Lá dentro, ao centro, sobre uma impressionante mesa de madeira circular, crepitavam dezenas de velas vermelhas que embora em grande número, não eram suficientes para iluminar mais do que alguns poucos metros ao seu redor. Pessoas, ou o que pareciam ser, circulavam em volta da enorme mesa, trajadas em capas pretas longas, pareciam flutuar sobre o marmore que refletia o bruxelear incessante das luzes. Cobertos por capuzes enormes, os seres andavam aos pares murmurando palavras ininteligíveis, enquanto a luz torcia seus rostos formando expressões que jamais vi na vida real. A sensaçao era macabra, e o ar estava carregado de um cheiro antigo, mas muito familiar em meus sonhos. O cheiro do além..
Era preciso cruzar o salão, o rito, o que quer que fosse, e por fim encontrar-te. Sempre soube.
Era preciso superar o medo, a dor, a danação eterna.

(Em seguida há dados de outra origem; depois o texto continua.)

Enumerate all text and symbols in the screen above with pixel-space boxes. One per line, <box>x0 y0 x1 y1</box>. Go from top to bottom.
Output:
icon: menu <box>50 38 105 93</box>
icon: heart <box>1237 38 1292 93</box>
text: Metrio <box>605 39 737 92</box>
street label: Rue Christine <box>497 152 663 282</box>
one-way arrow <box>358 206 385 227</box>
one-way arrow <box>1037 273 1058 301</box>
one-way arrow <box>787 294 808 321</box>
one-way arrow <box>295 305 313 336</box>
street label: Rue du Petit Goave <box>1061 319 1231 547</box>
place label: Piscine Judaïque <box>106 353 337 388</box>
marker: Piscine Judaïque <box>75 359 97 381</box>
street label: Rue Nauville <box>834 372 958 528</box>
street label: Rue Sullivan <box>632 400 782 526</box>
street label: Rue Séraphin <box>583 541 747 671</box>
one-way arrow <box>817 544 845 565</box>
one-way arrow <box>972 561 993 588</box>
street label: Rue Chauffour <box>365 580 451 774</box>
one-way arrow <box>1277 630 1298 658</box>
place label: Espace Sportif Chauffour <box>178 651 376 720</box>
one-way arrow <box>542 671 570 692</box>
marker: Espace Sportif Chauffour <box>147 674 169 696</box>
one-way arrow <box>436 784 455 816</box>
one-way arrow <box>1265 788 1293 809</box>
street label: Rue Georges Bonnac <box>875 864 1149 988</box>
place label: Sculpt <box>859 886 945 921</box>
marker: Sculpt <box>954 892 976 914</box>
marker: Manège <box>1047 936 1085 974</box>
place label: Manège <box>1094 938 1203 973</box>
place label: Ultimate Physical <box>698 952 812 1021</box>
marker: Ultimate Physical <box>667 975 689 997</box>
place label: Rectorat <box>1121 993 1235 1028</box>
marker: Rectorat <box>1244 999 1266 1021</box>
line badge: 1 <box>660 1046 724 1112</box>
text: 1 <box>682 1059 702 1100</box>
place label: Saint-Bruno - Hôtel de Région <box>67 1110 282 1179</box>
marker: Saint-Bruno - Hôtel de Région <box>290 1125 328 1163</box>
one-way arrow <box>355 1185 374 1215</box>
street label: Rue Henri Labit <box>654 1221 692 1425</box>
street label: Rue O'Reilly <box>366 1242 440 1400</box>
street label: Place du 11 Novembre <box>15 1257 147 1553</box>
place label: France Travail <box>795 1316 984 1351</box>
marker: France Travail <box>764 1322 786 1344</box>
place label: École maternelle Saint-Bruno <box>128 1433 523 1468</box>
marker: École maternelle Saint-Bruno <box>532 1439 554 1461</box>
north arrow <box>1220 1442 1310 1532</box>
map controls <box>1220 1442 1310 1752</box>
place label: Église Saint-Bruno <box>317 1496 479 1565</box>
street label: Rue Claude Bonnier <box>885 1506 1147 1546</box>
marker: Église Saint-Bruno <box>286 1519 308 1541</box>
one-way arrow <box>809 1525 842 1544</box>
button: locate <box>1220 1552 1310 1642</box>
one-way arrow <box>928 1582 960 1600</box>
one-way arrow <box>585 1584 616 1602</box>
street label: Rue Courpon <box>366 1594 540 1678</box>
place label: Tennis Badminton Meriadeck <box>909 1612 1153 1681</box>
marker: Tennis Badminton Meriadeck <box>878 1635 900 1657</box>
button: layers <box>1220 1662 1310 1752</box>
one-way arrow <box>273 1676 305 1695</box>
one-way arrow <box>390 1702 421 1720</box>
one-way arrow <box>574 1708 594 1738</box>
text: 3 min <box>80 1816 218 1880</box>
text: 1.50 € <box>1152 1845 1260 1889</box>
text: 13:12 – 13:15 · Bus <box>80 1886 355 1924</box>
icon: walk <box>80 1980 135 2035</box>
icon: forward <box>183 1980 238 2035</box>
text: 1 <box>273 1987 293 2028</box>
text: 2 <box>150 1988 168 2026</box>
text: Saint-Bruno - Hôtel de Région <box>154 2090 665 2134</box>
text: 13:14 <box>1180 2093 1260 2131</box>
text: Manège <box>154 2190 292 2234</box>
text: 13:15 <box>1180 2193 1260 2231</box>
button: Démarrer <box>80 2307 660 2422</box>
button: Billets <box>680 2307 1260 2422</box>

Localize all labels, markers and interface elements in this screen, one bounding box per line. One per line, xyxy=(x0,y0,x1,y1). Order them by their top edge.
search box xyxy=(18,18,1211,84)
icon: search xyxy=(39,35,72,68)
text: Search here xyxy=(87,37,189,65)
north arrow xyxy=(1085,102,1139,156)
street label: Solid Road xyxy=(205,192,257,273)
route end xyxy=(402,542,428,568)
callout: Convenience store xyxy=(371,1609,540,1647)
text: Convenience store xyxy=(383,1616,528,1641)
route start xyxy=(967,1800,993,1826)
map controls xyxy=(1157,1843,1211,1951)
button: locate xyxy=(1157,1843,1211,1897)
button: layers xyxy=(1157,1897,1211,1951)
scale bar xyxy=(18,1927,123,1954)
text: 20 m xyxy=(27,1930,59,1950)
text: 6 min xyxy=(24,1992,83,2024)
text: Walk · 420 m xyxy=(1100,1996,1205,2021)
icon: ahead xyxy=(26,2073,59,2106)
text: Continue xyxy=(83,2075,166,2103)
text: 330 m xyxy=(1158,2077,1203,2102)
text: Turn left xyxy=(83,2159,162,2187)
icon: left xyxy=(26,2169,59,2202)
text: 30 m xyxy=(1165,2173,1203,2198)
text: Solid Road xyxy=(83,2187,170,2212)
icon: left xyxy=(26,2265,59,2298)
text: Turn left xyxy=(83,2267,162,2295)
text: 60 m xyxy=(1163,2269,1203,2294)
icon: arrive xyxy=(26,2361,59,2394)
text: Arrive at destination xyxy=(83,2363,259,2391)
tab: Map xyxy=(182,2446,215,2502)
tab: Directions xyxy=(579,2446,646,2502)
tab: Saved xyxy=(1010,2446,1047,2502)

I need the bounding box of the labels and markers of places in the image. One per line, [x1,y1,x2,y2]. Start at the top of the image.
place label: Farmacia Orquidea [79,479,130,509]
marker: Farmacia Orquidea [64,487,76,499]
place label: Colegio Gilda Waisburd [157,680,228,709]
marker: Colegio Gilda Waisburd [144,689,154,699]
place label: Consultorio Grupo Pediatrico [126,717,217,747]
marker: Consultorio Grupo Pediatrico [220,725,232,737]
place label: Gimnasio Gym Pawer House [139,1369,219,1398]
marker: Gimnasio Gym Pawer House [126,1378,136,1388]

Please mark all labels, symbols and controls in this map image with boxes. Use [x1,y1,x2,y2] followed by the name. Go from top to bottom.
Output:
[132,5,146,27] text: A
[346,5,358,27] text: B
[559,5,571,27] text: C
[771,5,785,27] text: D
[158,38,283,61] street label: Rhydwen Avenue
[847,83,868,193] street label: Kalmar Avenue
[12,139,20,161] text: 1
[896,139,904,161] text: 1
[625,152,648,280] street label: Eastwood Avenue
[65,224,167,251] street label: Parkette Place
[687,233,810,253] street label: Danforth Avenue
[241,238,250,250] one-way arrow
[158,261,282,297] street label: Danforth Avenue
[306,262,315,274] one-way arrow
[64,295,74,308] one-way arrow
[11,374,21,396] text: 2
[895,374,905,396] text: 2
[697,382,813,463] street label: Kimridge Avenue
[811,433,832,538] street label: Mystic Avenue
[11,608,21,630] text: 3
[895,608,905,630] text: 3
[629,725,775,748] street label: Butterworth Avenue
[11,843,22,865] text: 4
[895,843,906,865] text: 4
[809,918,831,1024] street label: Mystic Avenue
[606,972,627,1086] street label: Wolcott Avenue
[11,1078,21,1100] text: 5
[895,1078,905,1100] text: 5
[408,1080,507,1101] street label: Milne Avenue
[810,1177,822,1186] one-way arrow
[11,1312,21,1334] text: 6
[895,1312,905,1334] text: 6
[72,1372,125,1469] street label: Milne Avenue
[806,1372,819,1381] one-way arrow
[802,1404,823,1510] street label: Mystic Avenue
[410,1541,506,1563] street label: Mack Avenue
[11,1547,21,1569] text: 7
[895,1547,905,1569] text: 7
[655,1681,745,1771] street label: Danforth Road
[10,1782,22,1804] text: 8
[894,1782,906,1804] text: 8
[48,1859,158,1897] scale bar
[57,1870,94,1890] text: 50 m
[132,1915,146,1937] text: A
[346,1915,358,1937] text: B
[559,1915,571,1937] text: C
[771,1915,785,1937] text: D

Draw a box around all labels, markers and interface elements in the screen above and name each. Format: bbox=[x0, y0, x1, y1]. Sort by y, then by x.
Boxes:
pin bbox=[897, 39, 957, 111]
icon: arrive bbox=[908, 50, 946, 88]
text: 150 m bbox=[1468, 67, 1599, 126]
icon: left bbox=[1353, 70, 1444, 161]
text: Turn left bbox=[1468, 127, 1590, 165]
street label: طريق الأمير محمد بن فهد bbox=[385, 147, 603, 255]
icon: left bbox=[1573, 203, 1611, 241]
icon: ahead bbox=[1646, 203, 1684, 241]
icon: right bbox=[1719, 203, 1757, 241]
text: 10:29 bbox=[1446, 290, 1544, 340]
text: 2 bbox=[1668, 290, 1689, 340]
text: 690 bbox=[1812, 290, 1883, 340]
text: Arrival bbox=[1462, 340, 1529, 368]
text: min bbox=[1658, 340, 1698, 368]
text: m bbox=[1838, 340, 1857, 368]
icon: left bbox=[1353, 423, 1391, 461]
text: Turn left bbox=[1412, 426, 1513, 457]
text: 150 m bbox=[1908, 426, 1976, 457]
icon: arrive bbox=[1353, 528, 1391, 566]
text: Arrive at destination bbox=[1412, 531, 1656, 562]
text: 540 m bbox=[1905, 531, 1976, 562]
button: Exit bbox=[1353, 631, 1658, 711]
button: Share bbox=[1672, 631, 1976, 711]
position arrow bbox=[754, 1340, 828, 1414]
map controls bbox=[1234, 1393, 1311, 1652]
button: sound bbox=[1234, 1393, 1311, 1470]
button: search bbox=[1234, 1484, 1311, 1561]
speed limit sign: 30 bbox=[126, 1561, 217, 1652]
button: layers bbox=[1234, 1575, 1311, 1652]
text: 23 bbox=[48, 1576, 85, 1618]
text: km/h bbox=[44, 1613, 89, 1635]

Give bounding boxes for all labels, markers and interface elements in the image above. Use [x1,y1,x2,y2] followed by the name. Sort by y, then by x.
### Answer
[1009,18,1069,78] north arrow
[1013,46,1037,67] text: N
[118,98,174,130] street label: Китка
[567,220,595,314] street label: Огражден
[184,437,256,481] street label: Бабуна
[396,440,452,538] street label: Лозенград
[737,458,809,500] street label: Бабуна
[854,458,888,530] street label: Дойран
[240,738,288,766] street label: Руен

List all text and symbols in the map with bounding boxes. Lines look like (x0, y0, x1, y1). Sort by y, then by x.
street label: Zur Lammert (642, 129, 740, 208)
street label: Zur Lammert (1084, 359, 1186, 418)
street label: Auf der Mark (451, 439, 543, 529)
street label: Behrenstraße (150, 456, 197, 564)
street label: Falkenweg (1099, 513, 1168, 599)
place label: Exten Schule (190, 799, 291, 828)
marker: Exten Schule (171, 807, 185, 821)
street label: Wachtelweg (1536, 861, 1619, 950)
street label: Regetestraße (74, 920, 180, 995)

Andei rapidamente em direção ao centro iluminado. Algumas caveiras cobertas por cera vermelha derretida completavam a mórbida decoração da mesa. Em ritos como esses, ossos e crânios têm posições certas, como atores em um palco teatral. Contornei a mesa quase sem respirar, sentindo olhares discretos e ameaçadores de muitos que ali se encontravam.

Segui ao norte até o fim do aposento, onde iniciou-se uma lenta descida. Embora enxergasse nitidamente, não haviam luzes, apenas um vento frio insistente. O caminho serpenteava inclinando-se para baixo cada vez mais íngrime. Meu coraçao por certo já havia parado, e ficado para trás, esquecido em alguma curva. Quando senti que devia estar morta, a descida cessou, e terminou em outro sinistro portal pelo qual atravessei para um estreito ambiente vazio de paredes negras e muitas portas fechadas. Um labirinto que sempre soube como percorrer.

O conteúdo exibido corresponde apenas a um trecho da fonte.